Der Begriff "Deutscher Herbst" steht auch für die Atmosphäre in Westdeutschland und Westberlin im Herbst 1977. Nach der tödlich verlaufenen Geiselnahme von München während der Olympischen Spiele 1972 bis zur Eskalation 1977 hatten neue Methoden, vor allem die Rasterfahndung zu einigen Fahndungserfolgen geführt, aber auch viele Unbeteiligte in den Fahndungsprozess mit einbezogen. Straßensperren, Personenkontrollen und schwer bewaffnete Polizisten gehörten zum Straßenbild.

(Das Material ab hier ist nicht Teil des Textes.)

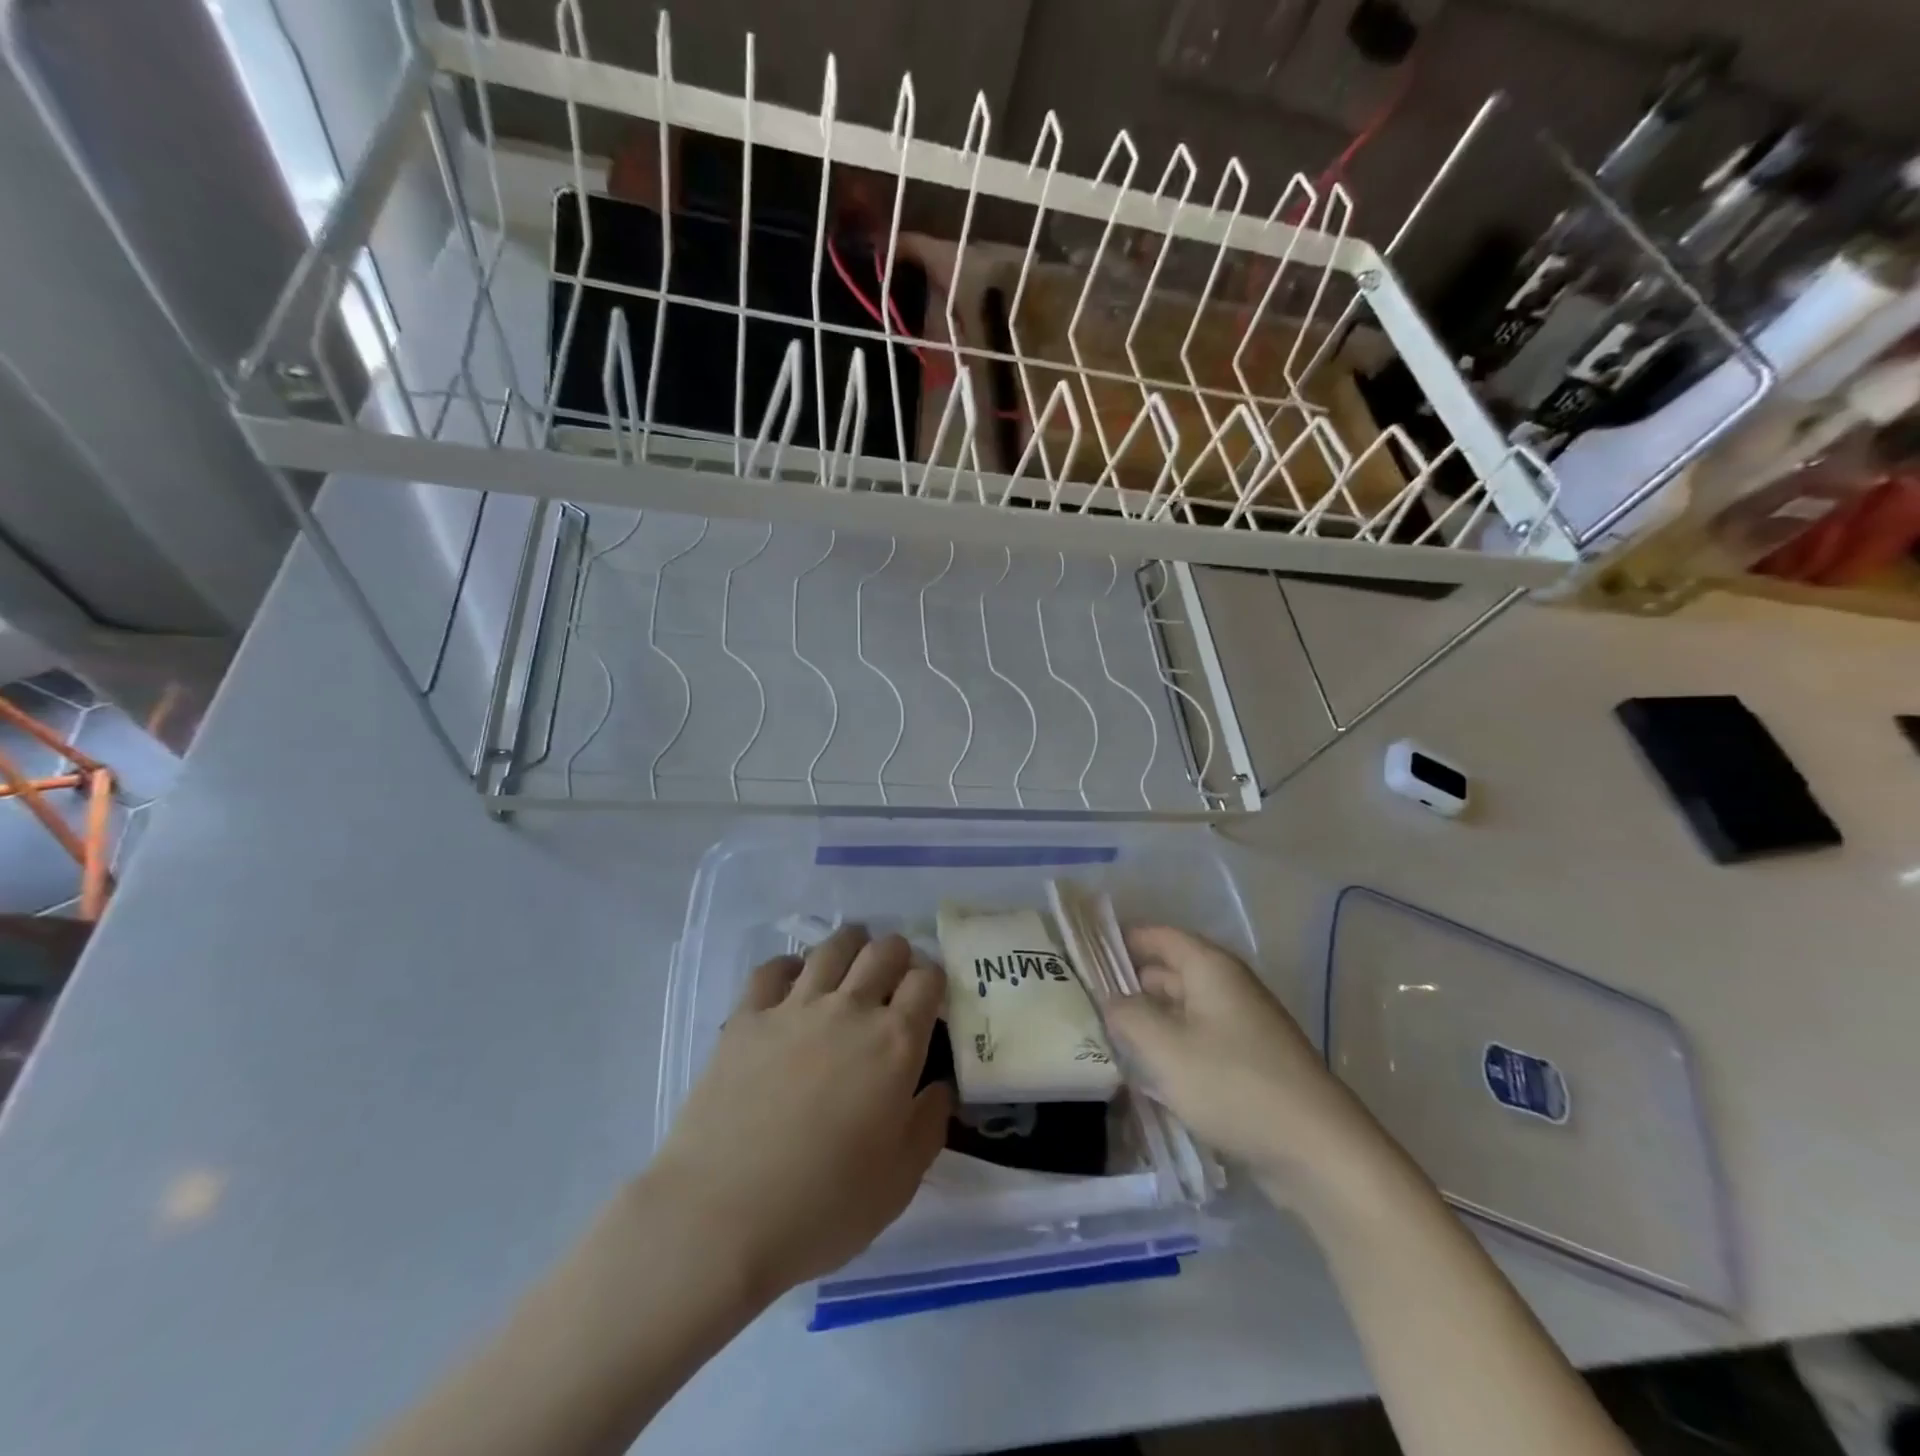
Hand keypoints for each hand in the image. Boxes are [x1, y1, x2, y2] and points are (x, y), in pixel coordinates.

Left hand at [648, 927, 950, 1298]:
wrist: (721, 1216)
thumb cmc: (823, 1206)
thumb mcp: (900, 1181)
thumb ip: (929, 1124)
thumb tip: (939, 1087)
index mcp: (895, 1043)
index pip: (928, 980)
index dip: (934, 980)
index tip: (930, 997)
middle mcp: (850, 1010)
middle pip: (884, 951)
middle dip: (898, 954)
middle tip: (894, 978)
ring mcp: (795, 1007)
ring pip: (832, 947)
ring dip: (851, 946)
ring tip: (851, 960)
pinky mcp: (748, 1017)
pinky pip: (773, 968)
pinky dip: (791, 966)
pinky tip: (793, 982)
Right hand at [1102, 927, 1388, 1198]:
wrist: (1320, 1154)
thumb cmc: (1235, 1086)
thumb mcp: (1165, 1048)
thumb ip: (1127, 1015)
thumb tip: (1109, 999)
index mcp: (1210, 967)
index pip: (1155, 936)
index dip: (1117, 942)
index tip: (1078, 959)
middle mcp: (1227, 987)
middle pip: (1167, 971)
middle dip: (1127, 986)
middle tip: (1081, 1005)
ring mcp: (1241, 1026)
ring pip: (1180, 1010)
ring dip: (1147, 1022)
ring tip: (1103, 1040)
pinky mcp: (1249, 1063)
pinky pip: (1198, 1042)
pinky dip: (1171, 1050)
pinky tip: (1145, 1075)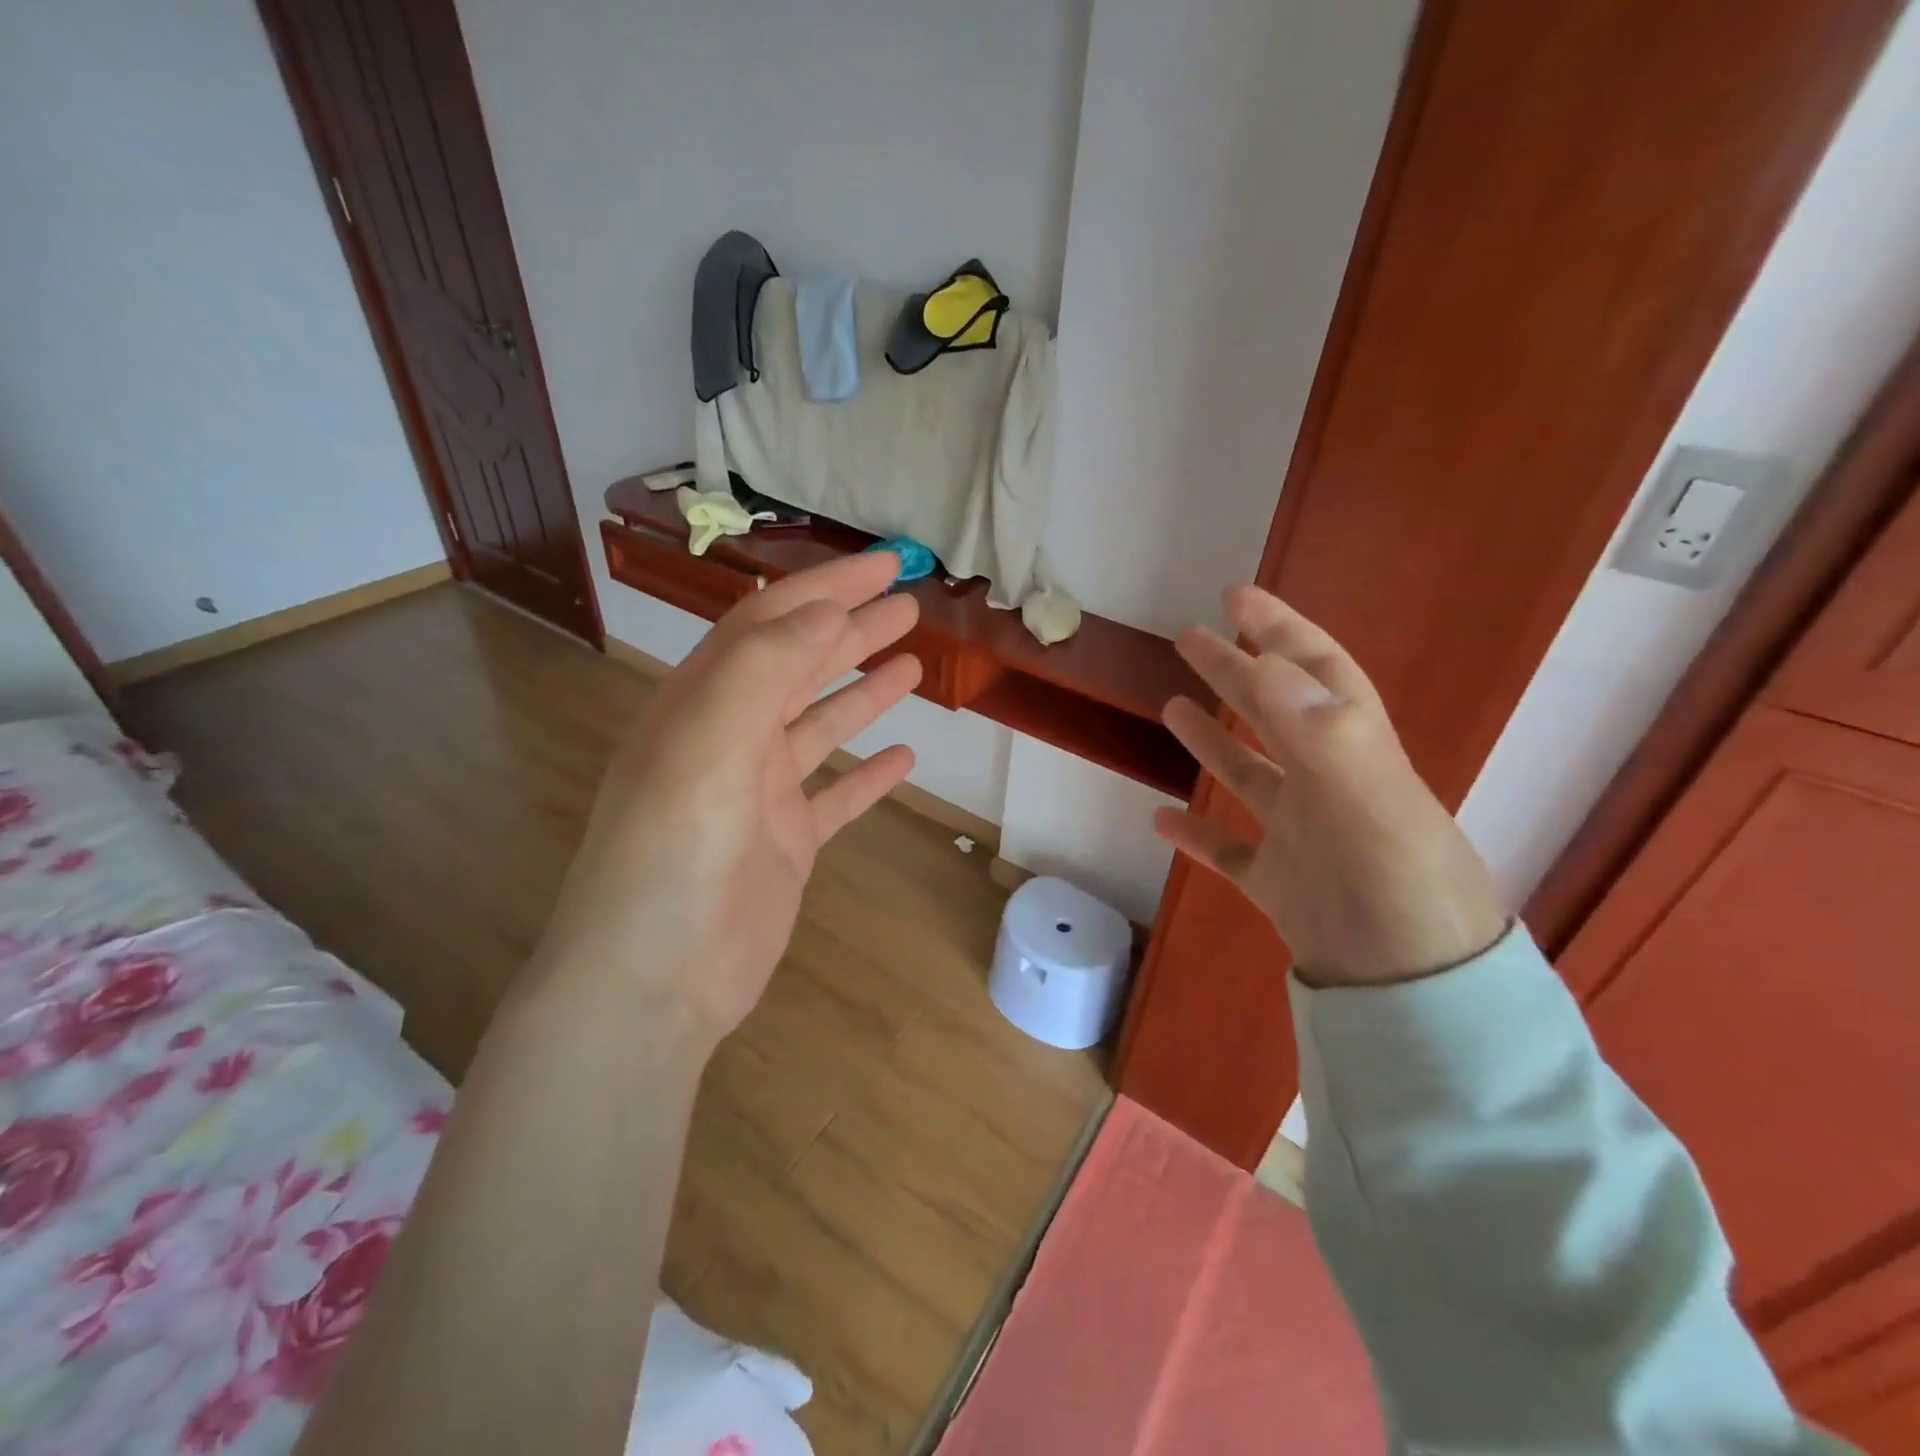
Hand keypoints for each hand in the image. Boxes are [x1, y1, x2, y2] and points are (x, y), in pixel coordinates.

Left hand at [529, 552, 922, 1043]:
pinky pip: (835, 796)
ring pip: (820, 725)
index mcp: (703, 705)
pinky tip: (905, 757)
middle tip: (909, 605)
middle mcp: (729, 739)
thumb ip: (761, 672)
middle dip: (852, 630)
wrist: (653, 982)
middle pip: (799, 667)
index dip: (827, 589)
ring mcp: (760, 794)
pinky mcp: (786, 844)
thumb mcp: (706, 747)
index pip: (770, 625)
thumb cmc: (672, 856)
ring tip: (913, 663)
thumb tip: (824, 612)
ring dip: (863, 692)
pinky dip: (868, 774)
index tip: (884, 565)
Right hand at [1152, 586, 1506, 987]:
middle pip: (1273, 715)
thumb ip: (1323, 734)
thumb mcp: (1371, 805)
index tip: (1236, 597)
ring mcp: (1301, 836)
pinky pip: (1230, 851)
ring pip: (1250, 776)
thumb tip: (1266, 663)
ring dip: (1213, 741)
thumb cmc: (1400, 893)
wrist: (1418, 1000)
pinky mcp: (1278, 885)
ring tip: (1173, 709)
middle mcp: (1327, 786)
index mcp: (1354, 754)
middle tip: (1189, 640)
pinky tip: (1163, 820)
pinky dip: (1197, 835)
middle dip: (1234, 672)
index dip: (1279, 629)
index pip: (1316, 673)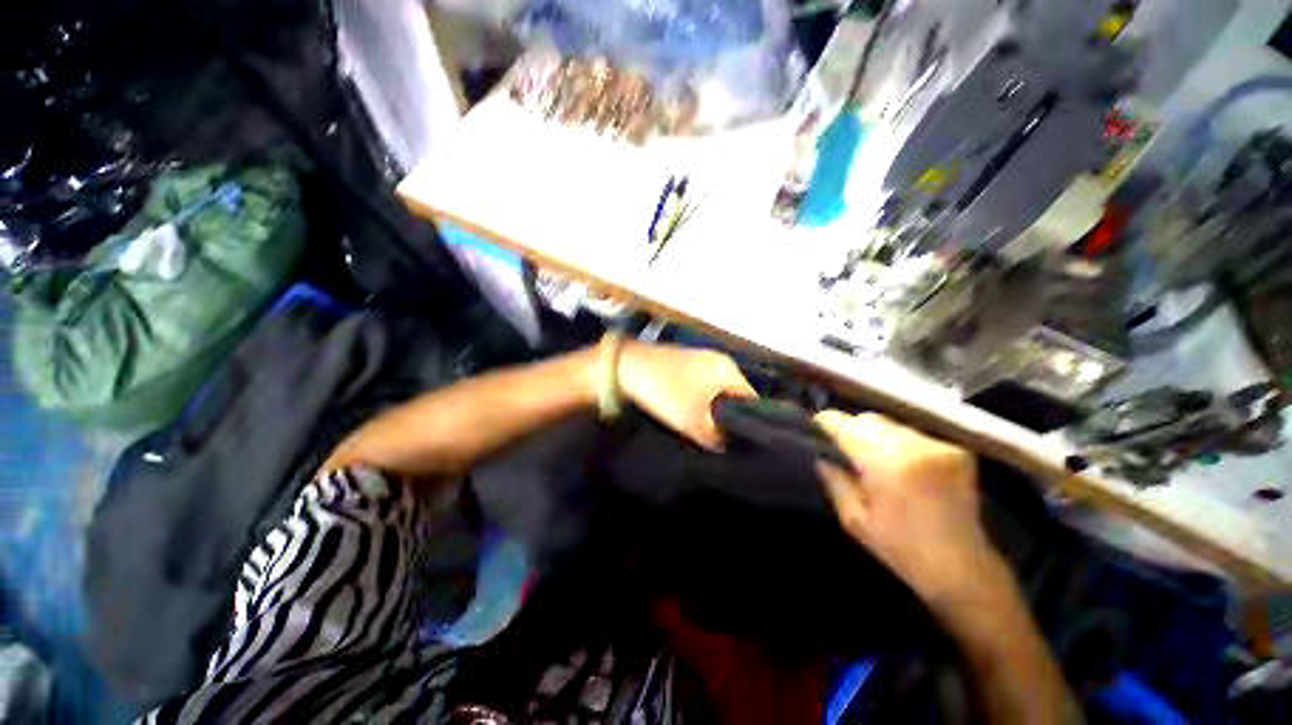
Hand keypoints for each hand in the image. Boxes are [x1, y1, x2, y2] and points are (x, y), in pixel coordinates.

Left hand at [617, 340, 756, 450]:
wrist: (628, 367)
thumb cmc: (665, 391)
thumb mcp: (693, 420)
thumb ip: (715, 437)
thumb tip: (726, 446)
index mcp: (728, 369)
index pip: (751, 399)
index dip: (748, 422)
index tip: (741, 443)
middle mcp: (719, 362)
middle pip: (733, 397)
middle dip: (727, 419)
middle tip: (721, 441)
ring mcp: (701, 362)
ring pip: (715, 395)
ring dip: (710, 413)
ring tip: (704, 433)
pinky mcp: (685, 366)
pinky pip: (701, 389)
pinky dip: (698, 404)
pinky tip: (690, 417)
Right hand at [813, 411, 1010, 612]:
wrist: (963, 569)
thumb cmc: (901, 549)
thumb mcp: (854, 520)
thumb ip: (835, 481)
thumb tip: (821, 456)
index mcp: (885, 464)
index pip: (845, 425)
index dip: (826, 423)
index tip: (815, 429)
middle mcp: (913, 446)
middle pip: (868, 419)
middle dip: (851, 429)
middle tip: (844, 449)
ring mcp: (938, 446)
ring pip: (891, 424)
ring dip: (876, 435)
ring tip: (874, 458)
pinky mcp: (957, 450)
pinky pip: (914, 434)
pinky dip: (901, 443)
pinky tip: (902, 464)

Viele Medien schürten die Hysterie und die Angst vor neuen Anschlägen.
Wenige Tage nach dem Tod von Siegfried Buback im April 1977 forderte der damalige Bundesinnenminister Werner Maihofer in einer Rede vor dem Innen- und Rechtsausschuss des Bundestages eine Dissolidarisierungskampagne gegen die ganz erhebliche Unterstützer- oder jedenfalls Sympathisantenszene der RAF. Das ist das Wasser, in dem diese Fische schwimmen. Weiterhin schwimmen sie auch im Wasser einer Schickeria, die in der Tat die Grenzen nicht so ganz klar zieht.[1]
Am 25. April 1977 veröffentlichte ein anonymer Student der Göttinger Universität, der sogenannte Göttinger Mescalero, in der damaligen Studentenzeitung Göttinger Nachrichten einen Text unter dem Titel „Buback - ein Nachruf“, in dessen Einleitung er bekundete, eine klammheimlich Freude über den Tod Bubacks nicht verhehlen zu können, um im weiteren Verlauf des Textes trotz inhaltlicher Sympathie zu den Zielen der RAF, ihre Strategie der Gewalt grundlegend als Weg in eine Sackgasse zu kritisieren. Bekannt wurde vor allem die Einleitungspassage, woraufhin der Text verboten wurde. Um gegen die Einschränkung der Meinungs- und Pressefreiheit zu protestieren, wurde der Text mit einer einführenden Einleitung und der Unterschrift von 48 Hochschulprofessoren mehrfach nachgedruckt [2] und demonstrativ in verschiedenen kritischen Medien veröffentlicht, was zu über 140 Strafanzeigen gegen die Herausgeber und die veröffentlichenden Professoren führte, die letztlich jedoch alle freigesprochen wurden.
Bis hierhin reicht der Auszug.